ScotGrid: June 2008

Friday, June 27, 2008

Attack of the Clones

So, I finally got round to booting the other three new servers we'd recently purchased (these are nice simple dual core, dual CPU boxes (Dual-Core AMD Opteron(tm) Processor 2216) on Tyan Thunder n3600M (S2932) Motherboards)

I'd always been exceptionally suspicious of the PXE MAC address thet the 1st one offered (60:50:40:30:20:10) rather than the imprinted one on the rj45 socket starting with 00:E0:81 but the fact that three out of four machines all had the same mac address meant a phone call to the vendor was called for.

The one that works has the 2.01 BIOS, the others were already shipped with 2.02 and downgrading didn't cure the amnesia. I don't see a utilty to reburn the mac address ont the machine, so have left that in the capable hands of the vendor for now. Googling seems to suggest that nvidia cards are somewhat prone to wierdisms like this.

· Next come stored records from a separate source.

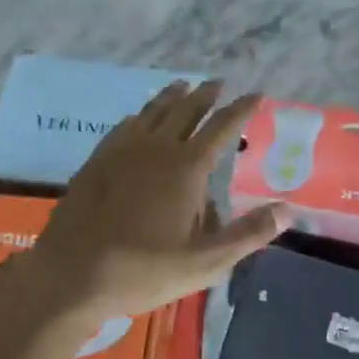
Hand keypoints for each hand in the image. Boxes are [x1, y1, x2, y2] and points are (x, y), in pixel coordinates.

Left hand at [23, 81, 285, 324]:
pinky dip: (139, 117)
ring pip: (152, 112)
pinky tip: (136, 119)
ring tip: (182, 86)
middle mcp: (157, 148)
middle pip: (186, 110)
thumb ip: (249, 233)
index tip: (256, 94)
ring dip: (171, 97)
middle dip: (205, 95)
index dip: (241, 109)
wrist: (71, 275)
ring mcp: (122, 151)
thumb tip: (287, 211)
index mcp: (187, 167)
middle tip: (218, 83)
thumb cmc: (144, 270)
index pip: (222, 127)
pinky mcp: (96, 162)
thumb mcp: (206, 262)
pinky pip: (123, 127)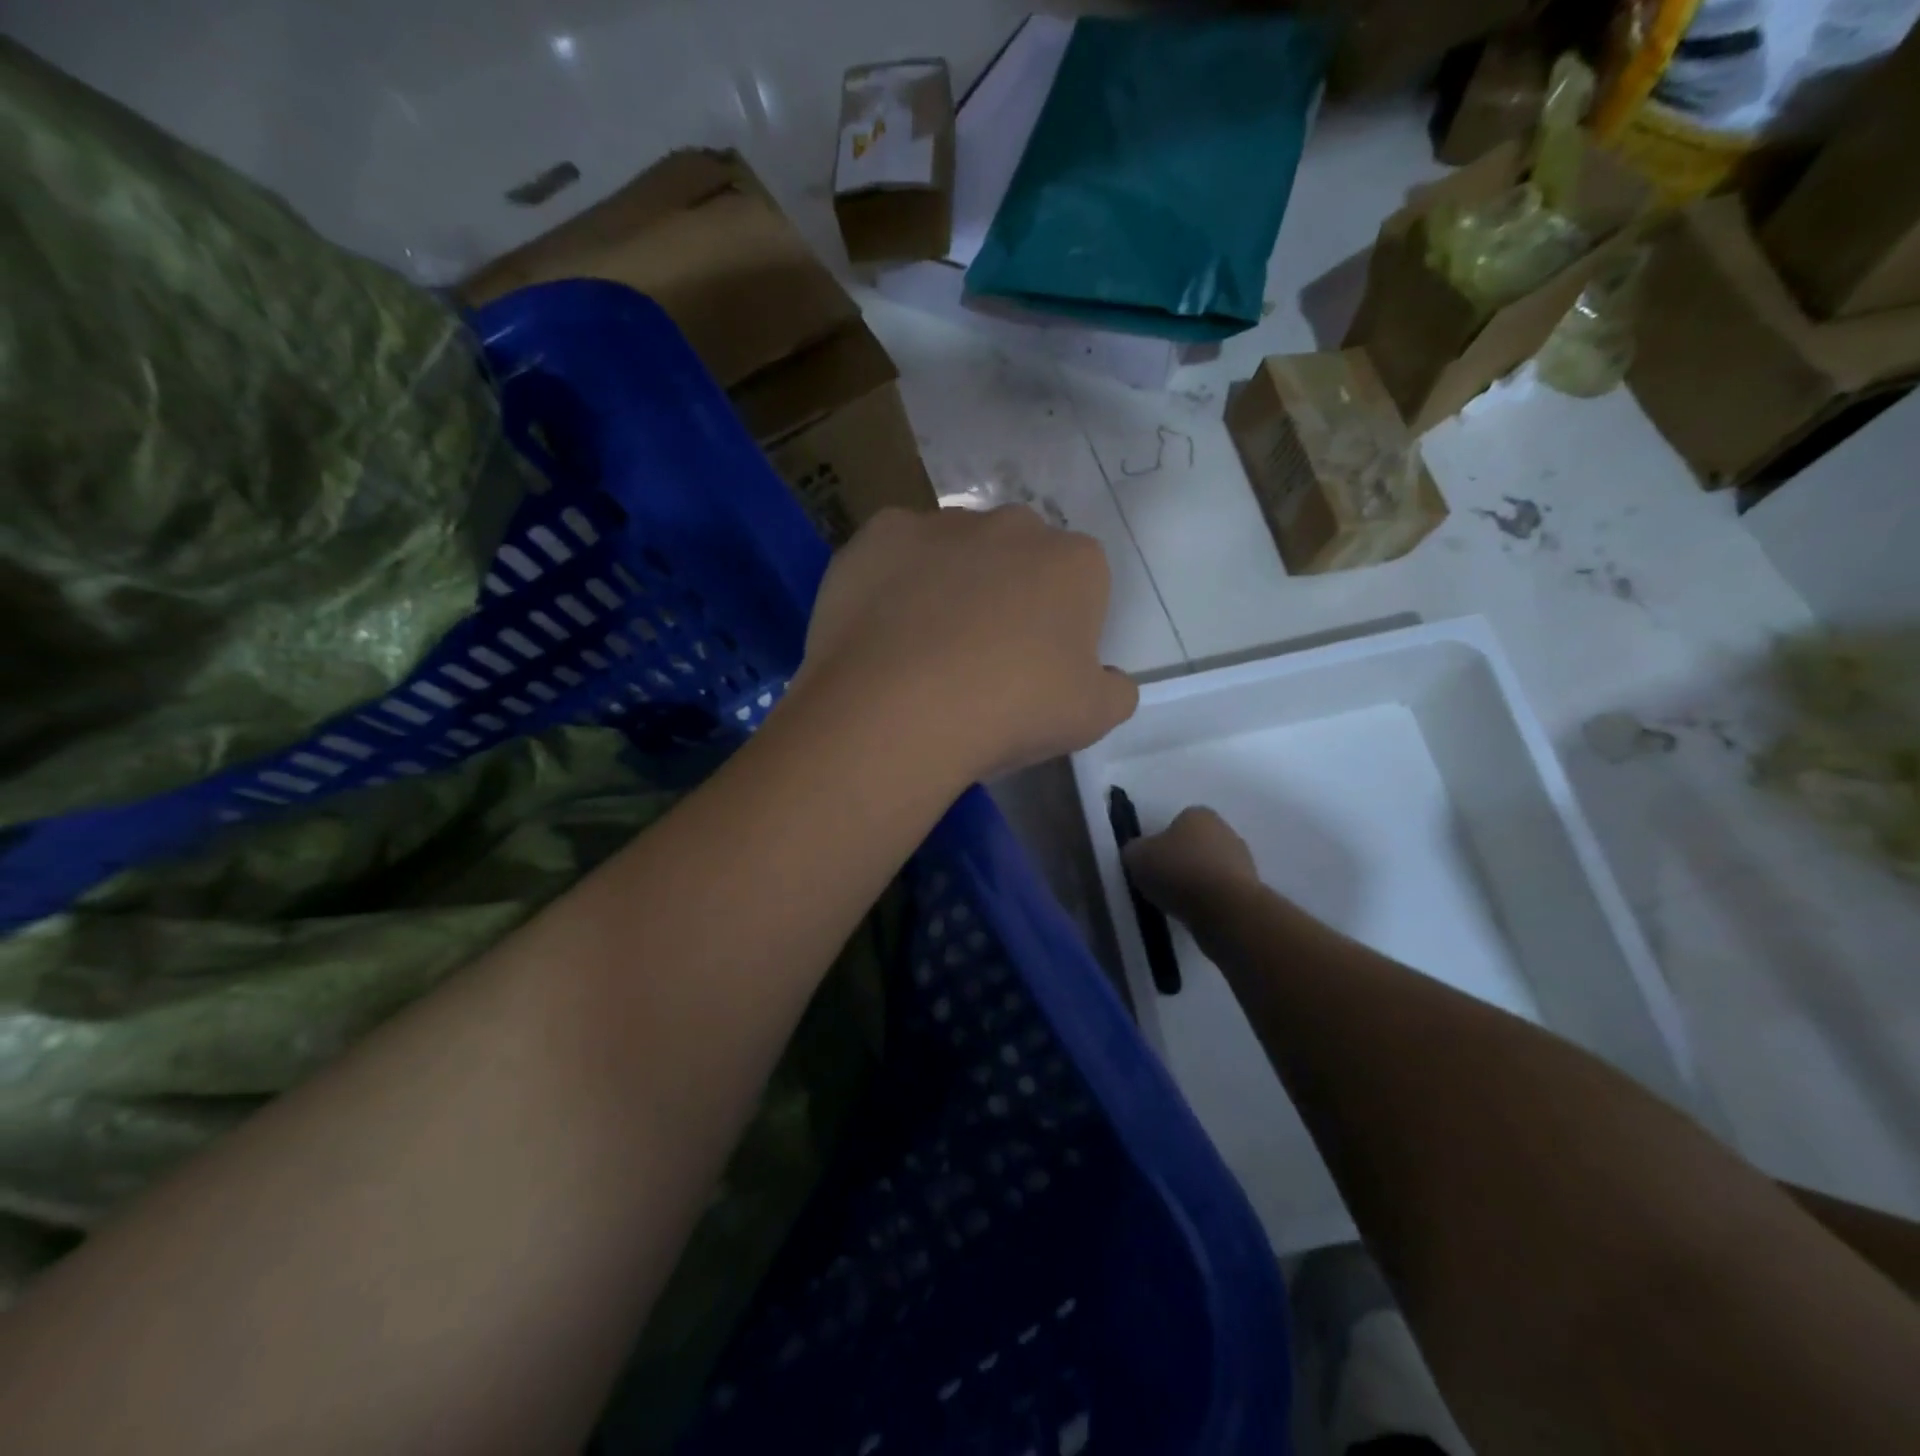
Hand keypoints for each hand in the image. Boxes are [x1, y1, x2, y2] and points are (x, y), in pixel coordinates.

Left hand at [797, 506, 1135, 782]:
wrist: (898, 708)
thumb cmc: (1009, 710)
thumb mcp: (1091, 718)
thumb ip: (1115, 690)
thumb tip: (1109, 678)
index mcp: (1074, 562)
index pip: (1080, 583)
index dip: (1060, 625)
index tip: (1037, 667)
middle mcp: (1012, 525)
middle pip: (1018, 556)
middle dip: (1008, 592)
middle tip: (982, 654)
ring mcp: (941, 523)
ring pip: (955, 550)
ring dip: (950, 583)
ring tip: (923, 647)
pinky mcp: (880, 534)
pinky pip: (897, 556)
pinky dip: (893, 583)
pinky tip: (882, 629)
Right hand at [1123, 807, 1259, 922]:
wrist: (1226, 910)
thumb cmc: (1179, 872)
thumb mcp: (1137, 856)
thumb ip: (1134, 850)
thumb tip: (1138, 853)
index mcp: (1198, 814)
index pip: (1175, 823)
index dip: (1160, 843)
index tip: (1151, 863)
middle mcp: (1224, 830)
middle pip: (1194, 845)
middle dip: (1180, 861)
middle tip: (1161, 883)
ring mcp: (1243, 860)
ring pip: (1209, 869)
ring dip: (1196, 883)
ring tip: (1177, 903)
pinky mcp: (1251, 889)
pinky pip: (1220, 892)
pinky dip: (1209, 901)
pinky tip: (1196, 913)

Bother.

Tuesday, June 24, 2008

Powercut at Durham

Ok, first blog post here...

On sunday, our machine room's UPS caused a brief power failure, which unfortunately tripped some breakers so we had to call out the electricians before we could start restoring service.

The UPS will take some time to repair, so Durham will be at risk for a while.

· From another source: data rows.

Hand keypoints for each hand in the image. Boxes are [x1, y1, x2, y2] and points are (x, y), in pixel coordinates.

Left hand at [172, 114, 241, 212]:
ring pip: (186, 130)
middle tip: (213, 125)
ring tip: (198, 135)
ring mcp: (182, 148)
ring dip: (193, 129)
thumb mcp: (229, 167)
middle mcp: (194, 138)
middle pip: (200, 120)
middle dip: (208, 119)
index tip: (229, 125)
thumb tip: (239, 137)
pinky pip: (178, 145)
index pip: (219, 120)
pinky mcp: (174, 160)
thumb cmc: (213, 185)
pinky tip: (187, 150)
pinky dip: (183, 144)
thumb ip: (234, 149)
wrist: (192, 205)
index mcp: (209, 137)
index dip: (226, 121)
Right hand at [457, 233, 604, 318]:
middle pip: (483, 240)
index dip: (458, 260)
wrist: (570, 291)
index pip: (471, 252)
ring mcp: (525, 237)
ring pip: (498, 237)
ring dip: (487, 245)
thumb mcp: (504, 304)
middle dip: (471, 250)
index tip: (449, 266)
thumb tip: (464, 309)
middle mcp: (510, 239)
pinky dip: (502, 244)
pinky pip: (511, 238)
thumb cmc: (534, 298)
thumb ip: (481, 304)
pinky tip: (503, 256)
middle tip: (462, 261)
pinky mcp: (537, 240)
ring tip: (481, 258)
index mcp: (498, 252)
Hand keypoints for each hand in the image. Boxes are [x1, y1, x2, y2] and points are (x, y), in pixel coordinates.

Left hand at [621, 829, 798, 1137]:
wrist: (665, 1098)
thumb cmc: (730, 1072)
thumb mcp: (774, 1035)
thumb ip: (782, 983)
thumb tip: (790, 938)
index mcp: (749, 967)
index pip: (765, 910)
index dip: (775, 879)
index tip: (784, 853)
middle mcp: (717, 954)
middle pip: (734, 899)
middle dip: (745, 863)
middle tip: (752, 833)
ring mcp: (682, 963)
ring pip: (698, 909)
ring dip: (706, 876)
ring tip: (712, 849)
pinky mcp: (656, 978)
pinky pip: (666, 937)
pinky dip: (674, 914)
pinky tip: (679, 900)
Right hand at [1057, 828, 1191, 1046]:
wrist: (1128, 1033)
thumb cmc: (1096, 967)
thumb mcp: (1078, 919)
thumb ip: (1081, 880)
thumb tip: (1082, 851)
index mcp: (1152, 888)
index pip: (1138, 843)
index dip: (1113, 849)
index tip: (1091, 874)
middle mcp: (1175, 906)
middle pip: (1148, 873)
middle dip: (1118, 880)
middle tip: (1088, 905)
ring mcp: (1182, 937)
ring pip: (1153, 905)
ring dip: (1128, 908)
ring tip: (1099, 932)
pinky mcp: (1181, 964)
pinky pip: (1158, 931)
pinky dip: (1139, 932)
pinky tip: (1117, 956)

On the plus side, the changes involved with the SE rebuild have been proven to survive a reboot!

EDIT:
Just realised that I forgot to say that the site is back online, and has been since sunday evening, it is just currently at mercy of the power company.

Monday, June 23, 2008

ECDF - More VOs

Sam reports that:

"biomed, pheno, vo.scotgrid.ac.uk and vo.gridpp.ac.uk VOs have been enabled on the SL3 CE (ce.glite), the SRM (for storage), and the monitoring/accounting box (mon.glite)."

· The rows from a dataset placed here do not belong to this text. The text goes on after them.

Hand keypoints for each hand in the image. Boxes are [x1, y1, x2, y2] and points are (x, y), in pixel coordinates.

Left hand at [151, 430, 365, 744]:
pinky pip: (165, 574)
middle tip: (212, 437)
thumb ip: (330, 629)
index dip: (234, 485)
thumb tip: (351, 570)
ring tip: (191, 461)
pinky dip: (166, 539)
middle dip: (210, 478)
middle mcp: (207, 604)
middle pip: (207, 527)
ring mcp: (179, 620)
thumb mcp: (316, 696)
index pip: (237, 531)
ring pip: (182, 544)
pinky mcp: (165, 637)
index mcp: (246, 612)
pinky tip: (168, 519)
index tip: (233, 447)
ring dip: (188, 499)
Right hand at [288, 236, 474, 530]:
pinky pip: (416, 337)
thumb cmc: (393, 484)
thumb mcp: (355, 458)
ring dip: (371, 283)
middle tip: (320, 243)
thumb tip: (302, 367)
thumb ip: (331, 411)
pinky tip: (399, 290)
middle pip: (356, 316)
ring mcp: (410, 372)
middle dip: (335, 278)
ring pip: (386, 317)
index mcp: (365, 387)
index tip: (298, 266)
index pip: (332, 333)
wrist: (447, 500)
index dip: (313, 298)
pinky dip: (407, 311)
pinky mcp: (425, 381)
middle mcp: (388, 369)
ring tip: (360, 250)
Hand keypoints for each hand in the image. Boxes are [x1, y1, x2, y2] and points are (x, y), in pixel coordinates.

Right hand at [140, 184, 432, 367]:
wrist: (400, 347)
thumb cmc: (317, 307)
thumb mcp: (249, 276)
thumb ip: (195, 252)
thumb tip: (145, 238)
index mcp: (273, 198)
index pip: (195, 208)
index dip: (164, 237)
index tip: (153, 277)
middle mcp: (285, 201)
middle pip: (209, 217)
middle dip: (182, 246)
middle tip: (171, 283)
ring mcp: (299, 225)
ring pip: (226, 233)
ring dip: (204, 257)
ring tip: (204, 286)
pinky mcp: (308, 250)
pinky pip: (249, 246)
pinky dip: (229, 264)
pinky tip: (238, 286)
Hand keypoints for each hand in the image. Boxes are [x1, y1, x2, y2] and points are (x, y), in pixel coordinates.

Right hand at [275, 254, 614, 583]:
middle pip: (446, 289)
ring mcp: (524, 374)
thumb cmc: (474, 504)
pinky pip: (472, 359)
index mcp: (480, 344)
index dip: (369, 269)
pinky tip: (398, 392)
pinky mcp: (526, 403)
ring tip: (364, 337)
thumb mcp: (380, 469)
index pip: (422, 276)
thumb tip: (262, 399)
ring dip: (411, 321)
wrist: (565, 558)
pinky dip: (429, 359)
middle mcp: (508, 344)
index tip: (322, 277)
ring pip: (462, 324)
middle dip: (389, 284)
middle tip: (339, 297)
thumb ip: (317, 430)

This seems to have produced a glitch on account records publication on the MON box, but a fix is in the pipeline.

ECDF SAM Tests Fixed

Sam managed to fix SAM last week. It turned out that the two CEs were interfering with each other in the samsgm account area and producing corrupted GASS caches. It's still a bit of a mystery as to why this happened - shared accounts for *sgm has been normal (if not best) practice for ages. However, it's being worked around and the site is up and stable again.

Durham SE Issues

Durham suffered a complete SE failure last week. A RAID card failure took down the old SE, gallows, and then an LVM metadata corruption took out the new disk server on se01.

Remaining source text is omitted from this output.